Nós, aqueles que queremos seguir Jesus Cristo e o confessamos como Filho de Deus; aqueles que acreditamos que no mistério da Incarnação nos foi revelada a verdadeira imagem de Deus, que nunca mais permanecerá escondido; aqueles que ainda nos atrevemos a ficar emocionados ao dar um beijo ao Menino, como se fossemos pastores; aqueles que nos colocamos sob a proteção de Maria, a Mãe de Deus, no início de cada ano; aqueles que ainda sonhamos com os Magos do Oriente e acreditamos na luz que pode guiar e iluminar a nossa vida; todos nós, de raças e línguas diferentes, de expressões e costumes diversificados, de abraços e linguagens multiformes, todos nós, continuamos a ter motivos para celebrar o Natal.
A luz da fé desafia-nos a uma nova atitude diante das sombras e nevoeiros do nosso mundo.

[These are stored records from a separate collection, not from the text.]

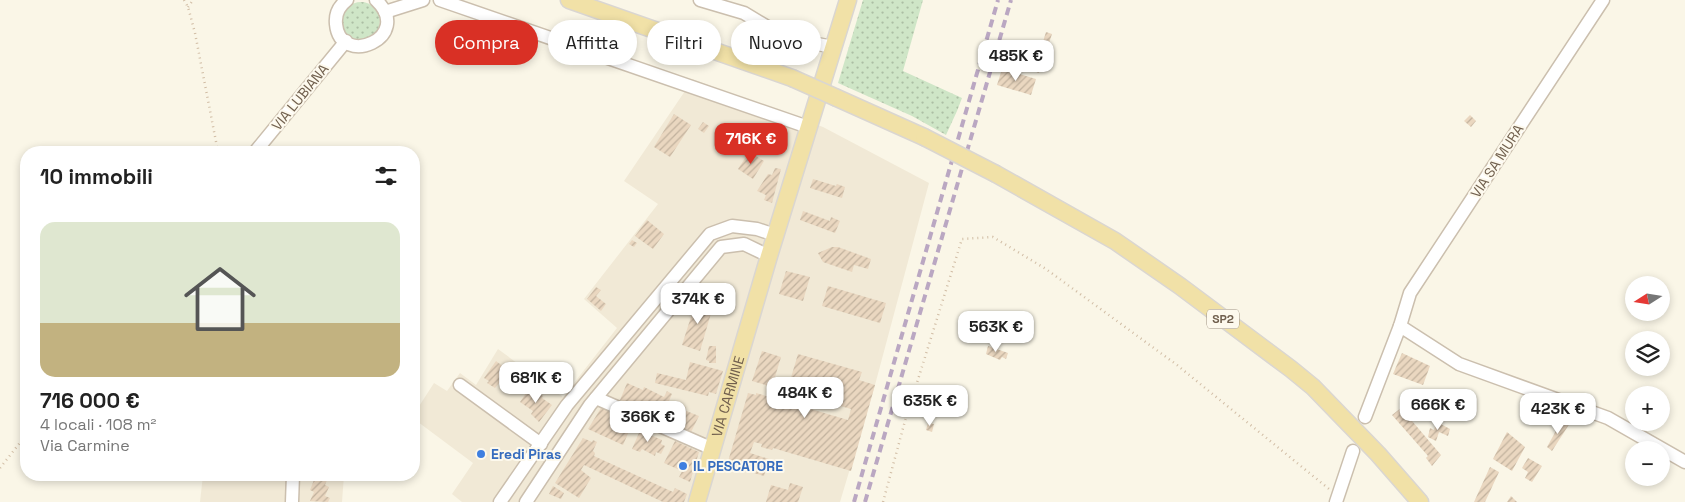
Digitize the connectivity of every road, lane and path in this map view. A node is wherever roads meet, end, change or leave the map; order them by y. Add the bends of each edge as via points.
1 (184, 0) edge
2 (193, 0) edge
3 (347, 0) edge
4 (376, 0) edge
5 (423, 0) edge
6 (440, 0) edge
7 (569, 0) edge
8 (700, 0) edge
9 (848, 0) edge
10 (1603, 0) edge
11 (188, 7) junction
12 (386, 12) junction
13 (346, 42) junction
14 (833, 47) junction
15 (808, 127) junction
16 (217, 146) edge
17 (260, 146) edge
18 (775, 235) junction
19 (769, 256) junction
20 (1400, 326) junction
21 (460, 384) dead end
22 (596, 398) junction
23 (1365, 417) dead end
24 (20, 443) edge
25 (541, 444) junction
26 (713, 449) junction
27 (1354, 451) dead end
28 (1685, 462) edge
29 (0, 468) edge
30 (293, 481) edge
31 (1337, 499) edge
32 (292, 502) edge
33 (500, 502) edge
34 (526, 502) edge
35 (697, 502) edge
36 (883, 502) edge
37 (1420, 502) edge

1 - 11 path
2 - 11 path
3 - 13 street via 336,18 336,27
4 - 12 street
5 - 12 street
6 - 15 street
7 - 37 main road, SP2, bridge via 792,78 838,98 996,174 1114,241 1180,286 1318,392
8 - 14 street via 744,13 786,38
9 - 14 main road, VIA CARMINE
10 - 20 street, VIA SA MURA via 1410,293
11 - 16 path
12 - 13 street via 386,29 376,42 361,47
13 - 17 street, VIA LUBIANA
14 - 15 main road, VIA CARMINE
15 - 18 main road, VIA CARMINE
18 - 19 main road, VIA CARMINE
18 - 25 street via 732,226 710,234 568,405
19 - 22 street via 744,244 721,247
19 - 26 main road, VIA CARMINE
20 - 23 street, VIA SA MURA
20 - 28 street via 1459,364 1608,418
21 - 25 street
22 - 26 street
22 - 34 street
24 - 29 path
25 - 33 street
26 - 35 main road, VIA CARMINE
27 - 31 street
30 - 32 street
31 - 36 path via 1177,365 1046,269 993,237 962,239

Natal é sinal de vida e motivo de compromisso. Celebrar o Natal é olhar para a realidade com os olhos de Deus. Ao contemplar o presépio onde Deus nasce, vemos os «presépios» da injustiça e da violência, do ódio e da guerra… onde tantos homens e mulheres estão mergulhados. Ao contemplar o presépio, vemos famílias desalojadas, expulsas das suas casas, sem pão nem mesa, sem sítio para viver com dignidade. «Tomemos consciência que o mundo pode e deve mudar. Se abrirmos bem os olhos, conseguiremos ver que os pés descalços são muitos e variados. Por isso, o melhor presente que podemos oferecer é ajudar a calçar os pés descalços com a nossa misericórdia e acreditar nas nossas capacidades. Não percamos tempo! Temos diante de nós a oportunidade de devolver a alegria» (Mensagem do Arcebispo de Braga, Dom Jorge Ortiga).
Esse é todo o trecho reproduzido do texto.